| Work to complete |
Go through the data and copy every line in which "DRIVE" appears.
++++ Exercise materials ++++
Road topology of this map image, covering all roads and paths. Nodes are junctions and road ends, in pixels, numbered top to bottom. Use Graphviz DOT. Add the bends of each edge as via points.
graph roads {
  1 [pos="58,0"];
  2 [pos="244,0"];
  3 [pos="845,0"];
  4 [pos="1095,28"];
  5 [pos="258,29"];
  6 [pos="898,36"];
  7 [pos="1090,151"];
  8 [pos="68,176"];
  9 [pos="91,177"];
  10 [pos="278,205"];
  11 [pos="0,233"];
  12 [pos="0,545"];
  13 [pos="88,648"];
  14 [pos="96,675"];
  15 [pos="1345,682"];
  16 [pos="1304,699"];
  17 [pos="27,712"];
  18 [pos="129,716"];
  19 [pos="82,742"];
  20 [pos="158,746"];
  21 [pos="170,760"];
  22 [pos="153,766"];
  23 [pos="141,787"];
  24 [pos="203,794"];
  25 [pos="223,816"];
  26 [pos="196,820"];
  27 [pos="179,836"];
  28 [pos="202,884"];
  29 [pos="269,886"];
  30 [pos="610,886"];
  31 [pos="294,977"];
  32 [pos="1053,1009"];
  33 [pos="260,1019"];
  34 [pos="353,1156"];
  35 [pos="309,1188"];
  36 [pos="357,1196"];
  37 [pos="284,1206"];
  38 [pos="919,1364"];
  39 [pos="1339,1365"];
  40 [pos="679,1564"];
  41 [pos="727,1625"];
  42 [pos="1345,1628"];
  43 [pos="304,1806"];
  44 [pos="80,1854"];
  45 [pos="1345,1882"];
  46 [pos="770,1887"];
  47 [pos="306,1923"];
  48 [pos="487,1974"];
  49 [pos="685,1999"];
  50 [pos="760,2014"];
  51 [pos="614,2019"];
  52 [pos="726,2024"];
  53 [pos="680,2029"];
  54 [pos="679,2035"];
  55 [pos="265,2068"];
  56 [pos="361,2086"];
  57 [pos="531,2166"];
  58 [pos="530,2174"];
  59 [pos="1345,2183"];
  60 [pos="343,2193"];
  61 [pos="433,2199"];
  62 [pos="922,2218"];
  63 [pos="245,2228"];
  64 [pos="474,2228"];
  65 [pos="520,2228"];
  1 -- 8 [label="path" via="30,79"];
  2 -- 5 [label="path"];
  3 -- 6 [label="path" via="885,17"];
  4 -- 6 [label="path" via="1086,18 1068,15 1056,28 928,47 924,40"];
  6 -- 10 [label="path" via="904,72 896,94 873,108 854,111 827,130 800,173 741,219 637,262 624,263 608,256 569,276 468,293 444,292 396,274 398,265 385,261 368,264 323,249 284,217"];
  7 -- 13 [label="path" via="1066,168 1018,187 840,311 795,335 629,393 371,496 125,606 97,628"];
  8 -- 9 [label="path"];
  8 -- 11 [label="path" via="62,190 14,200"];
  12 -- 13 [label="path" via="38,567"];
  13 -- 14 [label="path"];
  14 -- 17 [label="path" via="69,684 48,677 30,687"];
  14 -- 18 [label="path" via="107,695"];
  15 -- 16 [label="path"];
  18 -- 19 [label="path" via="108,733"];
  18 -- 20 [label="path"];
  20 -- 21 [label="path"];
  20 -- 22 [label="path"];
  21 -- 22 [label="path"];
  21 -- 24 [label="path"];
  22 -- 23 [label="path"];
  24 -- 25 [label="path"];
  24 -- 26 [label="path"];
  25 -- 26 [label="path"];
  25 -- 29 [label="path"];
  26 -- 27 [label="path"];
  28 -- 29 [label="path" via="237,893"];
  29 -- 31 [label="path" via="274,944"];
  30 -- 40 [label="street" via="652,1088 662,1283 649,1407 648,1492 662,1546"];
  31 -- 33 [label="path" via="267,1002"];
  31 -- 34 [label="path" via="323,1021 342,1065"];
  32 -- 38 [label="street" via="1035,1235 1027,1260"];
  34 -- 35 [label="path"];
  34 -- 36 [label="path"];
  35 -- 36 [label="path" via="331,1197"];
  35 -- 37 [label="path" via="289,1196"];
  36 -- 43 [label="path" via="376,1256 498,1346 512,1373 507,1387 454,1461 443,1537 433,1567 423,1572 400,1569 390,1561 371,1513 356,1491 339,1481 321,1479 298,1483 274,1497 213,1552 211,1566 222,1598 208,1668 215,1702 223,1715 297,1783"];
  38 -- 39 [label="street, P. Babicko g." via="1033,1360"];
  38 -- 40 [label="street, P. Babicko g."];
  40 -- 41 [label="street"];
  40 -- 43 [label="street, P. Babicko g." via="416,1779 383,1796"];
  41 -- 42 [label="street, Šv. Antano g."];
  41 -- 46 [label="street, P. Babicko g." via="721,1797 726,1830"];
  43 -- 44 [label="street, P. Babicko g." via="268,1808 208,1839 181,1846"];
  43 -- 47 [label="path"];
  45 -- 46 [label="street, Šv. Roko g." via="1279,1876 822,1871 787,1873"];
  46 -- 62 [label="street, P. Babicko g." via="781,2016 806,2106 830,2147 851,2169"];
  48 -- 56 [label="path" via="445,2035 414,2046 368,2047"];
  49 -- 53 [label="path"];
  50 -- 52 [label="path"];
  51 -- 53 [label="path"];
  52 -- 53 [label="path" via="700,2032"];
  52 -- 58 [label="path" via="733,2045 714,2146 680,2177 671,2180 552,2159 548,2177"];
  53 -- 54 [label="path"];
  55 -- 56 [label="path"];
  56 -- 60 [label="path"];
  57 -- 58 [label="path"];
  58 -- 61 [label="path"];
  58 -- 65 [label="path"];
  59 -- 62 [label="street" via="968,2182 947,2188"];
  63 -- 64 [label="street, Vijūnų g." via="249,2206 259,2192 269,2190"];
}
++++
++++ Exercise materials ++++
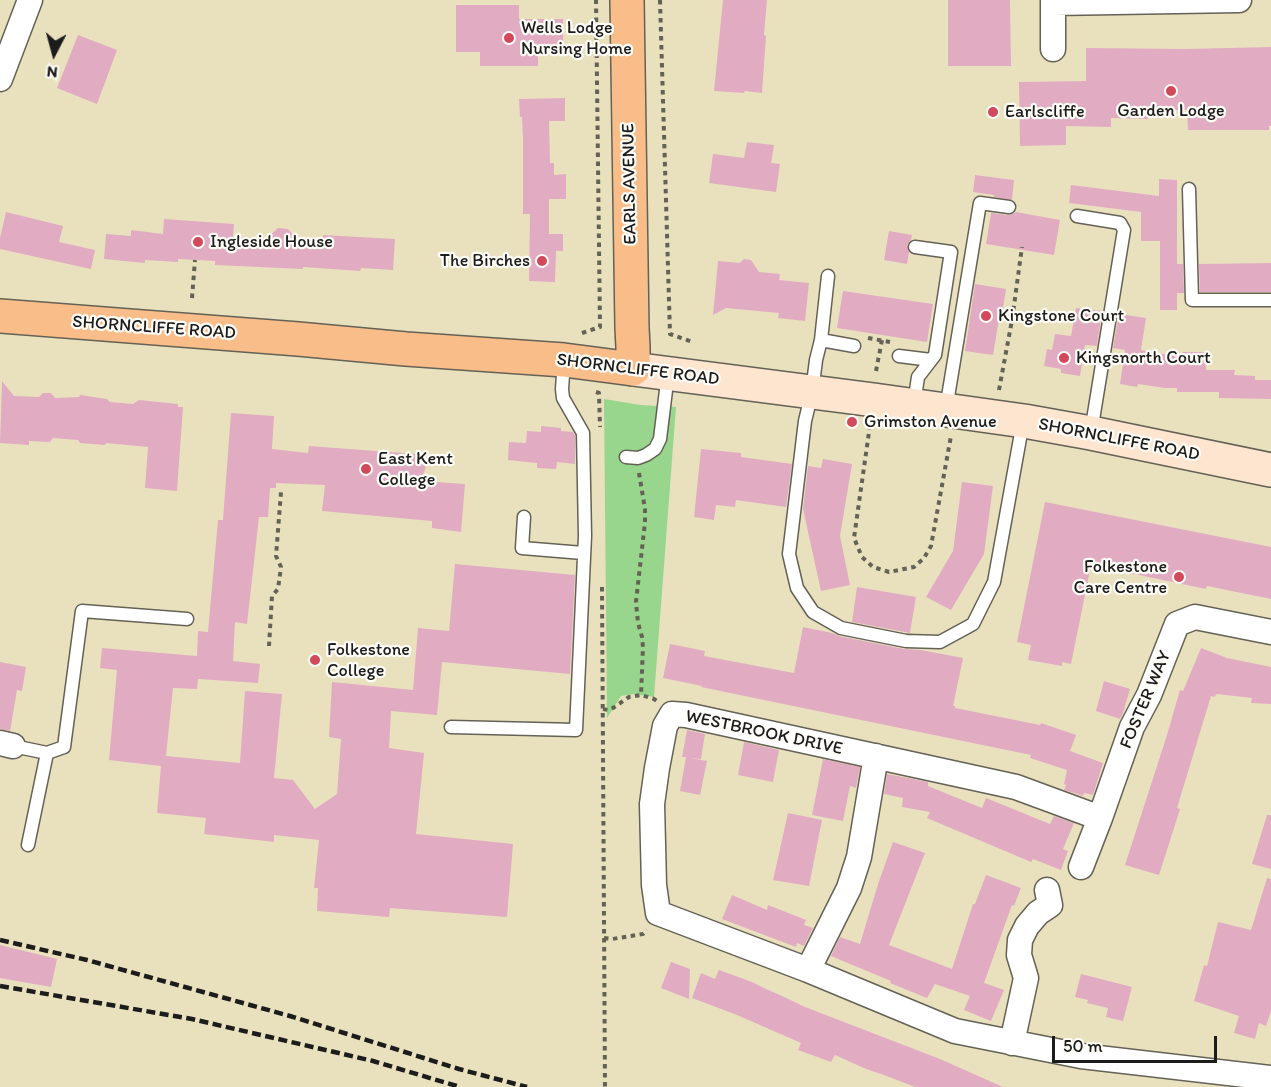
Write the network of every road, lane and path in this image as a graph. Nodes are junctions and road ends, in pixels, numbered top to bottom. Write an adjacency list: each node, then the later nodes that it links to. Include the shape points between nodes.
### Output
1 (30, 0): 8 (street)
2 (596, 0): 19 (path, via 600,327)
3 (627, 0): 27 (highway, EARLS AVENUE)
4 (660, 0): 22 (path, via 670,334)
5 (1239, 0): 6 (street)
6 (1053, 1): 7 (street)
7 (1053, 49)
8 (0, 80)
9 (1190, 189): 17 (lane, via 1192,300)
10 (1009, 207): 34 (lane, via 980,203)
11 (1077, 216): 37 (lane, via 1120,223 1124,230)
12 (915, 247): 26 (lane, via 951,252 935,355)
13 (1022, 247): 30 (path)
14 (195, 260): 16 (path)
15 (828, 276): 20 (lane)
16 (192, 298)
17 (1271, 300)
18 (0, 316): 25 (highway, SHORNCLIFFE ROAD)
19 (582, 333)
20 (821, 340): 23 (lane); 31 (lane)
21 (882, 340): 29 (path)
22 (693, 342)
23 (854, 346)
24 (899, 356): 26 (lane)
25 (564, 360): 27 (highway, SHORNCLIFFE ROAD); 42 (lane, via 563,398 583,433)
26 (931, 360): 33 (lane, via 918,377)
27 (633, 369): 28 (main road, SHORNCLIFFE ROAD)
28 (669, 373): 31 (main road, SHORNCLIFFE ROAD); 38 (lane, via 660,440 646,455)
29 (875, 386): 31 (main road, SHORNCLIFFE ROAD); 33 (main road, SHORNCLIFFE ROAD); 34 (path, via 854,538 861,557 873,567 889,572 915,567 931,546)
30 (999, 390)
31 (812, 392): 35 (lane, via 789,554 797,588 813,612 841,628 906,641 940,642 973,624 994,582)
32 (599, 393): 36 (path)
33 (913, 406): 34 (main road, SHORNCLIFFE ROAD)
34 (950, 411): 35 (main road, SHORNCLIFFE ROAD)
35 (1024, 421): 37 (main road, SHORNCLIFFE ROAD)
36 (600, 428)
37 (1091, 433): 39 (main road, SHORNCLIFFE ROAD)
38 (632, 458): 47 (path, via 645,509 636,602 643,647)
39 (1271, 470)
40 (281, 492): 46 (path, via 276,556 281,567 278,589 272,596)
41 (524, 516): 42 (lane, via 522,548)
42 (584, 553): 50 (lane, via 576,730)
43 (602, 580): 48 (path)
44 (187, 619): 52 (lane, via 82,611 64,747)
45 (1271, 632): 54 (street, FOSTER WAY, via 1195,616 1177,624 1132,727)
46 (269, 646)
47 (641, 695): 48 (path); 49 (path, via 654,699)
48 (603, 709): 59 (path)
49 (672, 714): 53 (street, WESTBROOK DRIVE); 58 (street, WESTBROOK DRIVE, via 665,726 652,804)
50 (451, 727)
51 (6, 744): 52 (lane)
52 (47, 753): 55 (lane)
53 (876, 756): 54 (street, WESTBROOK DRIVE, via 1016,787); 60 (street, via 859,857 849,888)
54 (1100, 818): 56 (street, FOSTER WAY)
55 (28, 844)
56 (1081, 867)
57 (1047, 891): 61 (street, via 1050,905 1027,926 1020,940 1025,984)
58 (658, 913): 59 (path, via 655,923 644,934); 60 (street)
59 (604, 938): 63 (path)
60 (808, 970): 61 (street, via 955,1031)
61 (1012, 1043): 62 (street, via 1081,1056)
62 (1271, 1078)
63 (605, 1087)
++++
| Response box |
49 (672, 714): 53 (street, WESTBROOK DRIVE); 58 (street, WESTBROOK DRIVE, via 665,726 652,804)
53 (876, 756): 54 (street, WESTBROOK DRIVE, via 1016,787); 60 (street, via 859,857 849,888)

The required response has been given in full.